My thought: what happens to the kid after its found out about? And how is he meant to find his true self and his own love with the brain washing she’s put him through.
The idea happens to be a teenager, but the thoughts still the same.
My prostate one—or maybe more my Movember series is a thought on giving back, even if it’s only a little.
Mum asked me why I wrote about prostate cancer, but the thing is, why not? Why not write about something that affects others even if it’s never directly affected me. Or at least not in a way that was shocking. But it’s something that happens to men. And I write about men so why not give back.
It also might happen to your partner. To yourself, so to me it’s a simple thing, and it’s not nearly enough, but it’s going to be my charity until I it’s no longer needed.
And everything else just comes, simply and without real reasons. Like yeah, you’ll see something and that something will be the focus point to you because it’s the reason and looking at it will make you create and grow.
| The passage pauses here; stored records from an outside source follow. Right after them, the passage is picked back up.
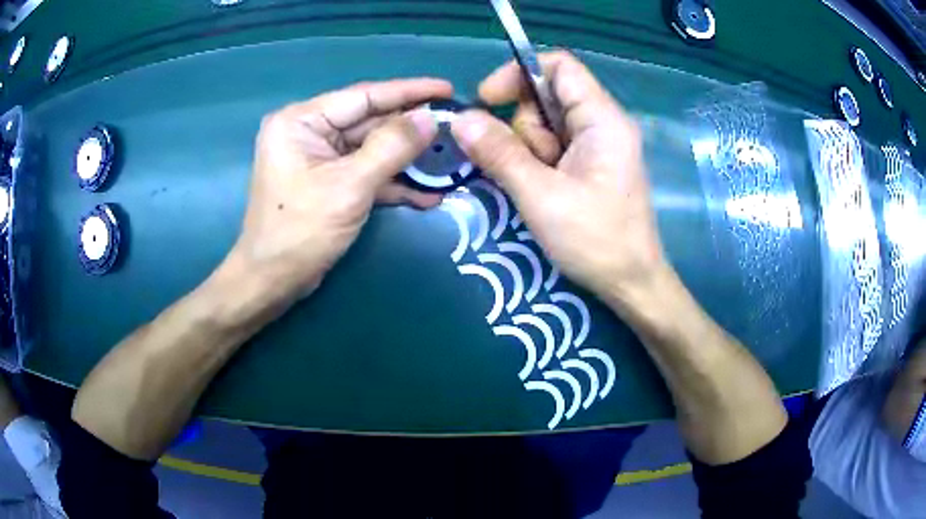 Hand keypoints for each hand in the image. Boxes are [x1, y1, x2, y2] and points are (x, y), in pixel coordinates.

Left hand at [227, 79, 452, 303]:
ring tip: (449, 159)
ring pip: (372, 149)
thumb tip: (430, 119)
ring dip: (407, 159)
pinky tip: (427, 194)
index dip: (409, 91)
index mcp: (302, 121)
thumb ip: (391, 147)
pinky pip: (365, 172)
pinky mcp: (328, 181)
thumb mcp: (349, 186)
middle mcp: (309, 132)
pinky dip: (392, 182)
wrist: (272, 281)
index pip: (364, 96)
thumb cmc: (300, 230)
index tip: (447, 88)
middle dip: (411, 129)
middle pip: (369, 121)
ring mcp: (319, 158)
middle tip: (454, 126)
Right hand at [450, 51, 666, 308]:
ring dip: (529, 151)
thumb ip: (499, 153)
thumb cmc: (596, 241)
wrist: (631, 284)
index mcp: (602, 119)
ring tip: (541, 189)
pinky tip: (542, 192)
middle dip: (524, 127)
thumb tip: (459, 119)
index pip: (559, 65)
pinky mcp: (590, 165)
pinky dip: (536, 164)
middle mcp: (603, 123)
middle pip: (546, 96)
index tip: (487, 100)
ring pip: (545, 125)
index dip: (519, 73)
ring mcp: (597, 145)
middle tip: (528, 168)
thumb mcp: (541, 196)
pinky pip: (552, 148)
Sometimes it will be something someone said. Just someone and the story will create and grow without a thought.
And sometimes it will wake you up and night screaming at you to write it down before you forget because it’s the most awesomest idea you’ll ever hear and then in the light of day it’s a little dull and needs a shit load of help.
There more like a one-night stand off to much alcohol. The idea was awesome until you wake up and actually see the person in the bed next to you.
Still, idea come from nothing, they come from everything and even though you see a book and think “god, I wish I could come up with that” it doesn’t mean that your ideas aren’t just as good, and if you think about it, you can write the best book in the world, and have everyone like it. But it’s probably going to be your last, since it’s hard to live up to that type of greatness.
Or you can go on your own, create the words and your style and hope what you write, even if it seems like everyone else, that it’s different and unique enough that no one will notice.
I wonder if I can live up to that every time I get about half way through. It may not be original but is it my own?